Dans le cadre du projet Truialombre, la chambre d’agriculture a comparé, sur le cheptel de la ferme expérimentale des Trinottières (Maine-et-Loire), deux dispositifs d’ombrage : des voiles (9 m2) ainsi que des parasols (1 m2).
Bauge indispensable
Premier enseignement : l’un comme l’autre permettent d’abaisser la température de 2 °C en moyenne. Pour autant, leur performance reste inférieure à celle d’une haie arborée. « La haie offre à la fois une hygrométrie élevée et une ventilation optimale. On ne fera jamais mieux », estime l’experte. Dans le cas particulier des truies gestantes, l’expérimentation a montré qu’elles n’utilisaient pas les parasols. Pour ces animaux qui aiment rester en groupe, leur taille est insuffisante. « Il leur faut un abri plus large avec au minimum 2 m2 par sujet. »

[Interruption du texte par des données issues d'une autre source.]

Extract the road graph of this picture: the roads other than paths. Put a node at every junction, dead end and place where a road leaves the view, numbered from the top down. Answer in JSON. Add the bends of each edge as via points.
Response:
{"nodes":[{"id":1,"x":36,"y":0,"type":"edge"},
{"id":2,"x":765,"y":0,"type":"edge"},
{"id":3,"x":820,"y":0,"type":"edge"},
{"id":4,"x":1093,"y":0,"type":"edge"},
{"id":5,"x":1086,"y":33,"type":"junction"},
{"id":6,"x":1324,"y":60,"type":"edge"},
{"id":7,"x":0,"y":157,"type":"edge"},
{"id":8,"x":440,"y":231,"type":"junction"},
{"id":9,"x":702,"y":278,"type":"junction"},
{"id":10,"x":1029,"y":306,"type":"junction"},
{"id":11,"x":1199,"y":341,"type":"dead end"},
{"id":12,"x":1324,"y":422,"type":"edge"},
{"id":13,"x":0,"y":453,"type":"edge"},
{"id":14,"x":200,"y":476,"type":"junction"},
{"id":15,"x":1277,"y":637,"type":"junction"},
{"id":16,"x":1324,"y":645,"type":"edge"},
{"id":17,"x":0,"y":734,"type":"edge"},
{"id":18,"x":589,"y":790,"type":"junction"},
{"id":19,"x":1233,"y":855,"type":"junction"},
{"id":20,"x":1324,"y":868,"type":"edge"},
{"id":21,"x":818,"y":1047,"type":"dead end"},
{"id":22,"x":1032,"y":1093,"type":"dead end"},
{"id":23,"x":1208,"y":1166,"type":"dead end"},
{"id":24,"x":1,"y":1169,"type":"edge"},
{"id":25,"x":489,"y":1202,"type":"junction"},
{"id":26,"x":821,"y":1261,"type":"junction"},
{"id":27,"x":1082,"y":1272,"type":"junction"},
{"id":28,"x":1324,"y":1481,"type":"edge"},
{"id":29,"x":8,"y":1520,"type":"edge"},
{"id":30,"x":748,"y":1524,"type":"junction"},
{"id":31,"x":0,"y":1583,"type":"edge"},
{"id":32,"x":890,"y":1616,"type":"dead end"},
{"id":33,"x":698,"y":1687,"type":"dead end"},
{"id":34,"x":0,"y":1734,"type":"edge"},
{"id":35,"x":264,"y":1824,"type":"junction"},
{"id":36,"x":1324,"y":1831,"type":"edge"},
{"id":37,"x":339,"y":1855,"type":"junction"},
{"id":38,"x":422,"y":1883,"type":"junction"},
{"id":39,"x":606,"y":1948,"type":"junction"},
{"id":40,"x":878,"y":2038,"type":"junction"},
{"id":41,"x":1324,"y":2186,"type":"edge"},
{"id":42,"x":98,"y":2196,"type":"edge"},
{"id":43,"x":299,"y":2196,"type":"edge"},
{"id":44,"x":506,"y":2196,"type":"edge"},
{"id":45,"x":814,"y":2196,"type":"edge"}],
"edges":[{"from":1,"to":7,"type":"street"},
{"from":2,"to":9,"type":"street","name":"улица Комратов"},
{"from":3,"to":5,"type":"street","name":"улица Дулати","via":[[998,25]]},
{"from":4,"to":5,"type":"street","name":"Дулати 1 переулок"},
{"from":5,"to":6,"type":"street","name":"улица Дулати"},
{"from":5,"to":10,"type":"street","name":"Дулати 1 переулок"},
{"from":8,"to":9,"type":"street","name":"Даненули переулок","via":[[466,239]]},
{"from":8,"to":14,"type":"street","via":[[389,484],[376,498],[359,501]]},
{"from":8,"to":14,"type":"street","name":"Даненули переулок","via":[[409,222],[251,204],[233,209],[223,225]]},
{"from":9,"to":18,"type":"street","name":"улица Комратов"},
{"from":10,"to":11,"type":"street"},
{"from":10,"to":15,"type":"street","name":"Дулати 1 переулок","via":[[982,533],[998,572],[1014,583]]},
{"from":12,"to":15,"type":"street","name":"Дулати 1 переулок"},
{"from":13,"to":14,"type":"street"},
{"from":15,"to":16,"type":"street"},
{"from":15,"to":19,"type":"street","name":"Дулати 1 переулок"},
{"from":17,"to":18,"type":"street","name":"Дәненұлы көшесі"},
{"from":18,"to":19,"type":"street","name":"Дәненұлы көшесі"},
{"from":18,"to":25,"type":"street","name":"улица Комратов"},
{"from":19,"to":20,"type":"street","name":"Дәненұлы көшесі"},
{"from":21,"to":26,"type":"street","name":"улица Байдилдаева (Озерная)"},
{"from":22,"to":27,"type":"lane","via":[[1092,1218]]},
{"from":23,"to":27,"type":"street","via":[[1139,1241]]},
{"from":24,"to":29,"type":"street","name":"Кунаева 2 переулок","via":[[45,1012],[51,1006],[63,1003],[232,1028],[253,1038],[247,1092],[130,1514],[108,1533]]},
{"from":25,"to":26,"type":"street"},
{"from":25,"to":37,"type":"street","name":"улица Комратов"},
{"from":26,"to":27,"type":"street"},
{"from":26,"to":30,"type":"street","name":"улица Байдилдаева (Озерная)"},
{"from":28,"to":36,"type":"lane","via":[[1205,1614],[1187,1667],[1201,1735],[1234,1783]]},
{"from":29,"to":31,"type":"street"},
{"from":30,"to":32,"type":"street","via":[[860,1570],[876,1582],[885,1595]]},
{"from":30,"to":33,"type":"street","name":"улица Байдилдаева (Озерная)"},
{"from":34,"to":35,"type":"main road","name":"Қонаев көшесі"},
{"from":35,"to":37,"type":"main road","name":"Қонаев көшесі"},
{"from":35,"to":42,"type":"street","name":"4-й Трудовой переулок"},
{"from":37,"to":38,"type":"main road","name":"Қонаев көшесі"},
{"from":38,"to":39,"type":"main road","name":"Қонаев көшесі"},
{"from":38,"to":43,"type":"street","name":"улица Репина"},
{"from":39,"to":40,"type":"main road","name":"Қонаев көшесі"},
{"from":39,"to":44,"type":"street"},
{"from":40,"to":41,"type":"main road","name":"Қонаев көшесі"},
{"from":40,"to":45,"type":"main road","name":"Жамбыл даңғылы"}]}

Les observations menées aux Trinottières ont également mis en évidence l’influence des températures sur le niveau d’activité des truies. En matinée normale, les animaux étaient actifs dans 67 % des observations, contre 50 % en matinée chaude. Le type d’activité évolue aussi : en situation de forte chaleur, les truies passent plus de temps dans la bauge et sont plus nombreuses à s’y rendre.
« Cet aménagement prime sur tout dispositif d’ombrage ; il est aujourd’hui prioritaire dans l’aménagement des parcours », pointe la chambre d’agriculture qui a prévu de poursuivre ce travail d’observation sur les dispositifs d’ombrage, en se concentrant sur le rôle des arbres agroforestiers plantés fin 2019.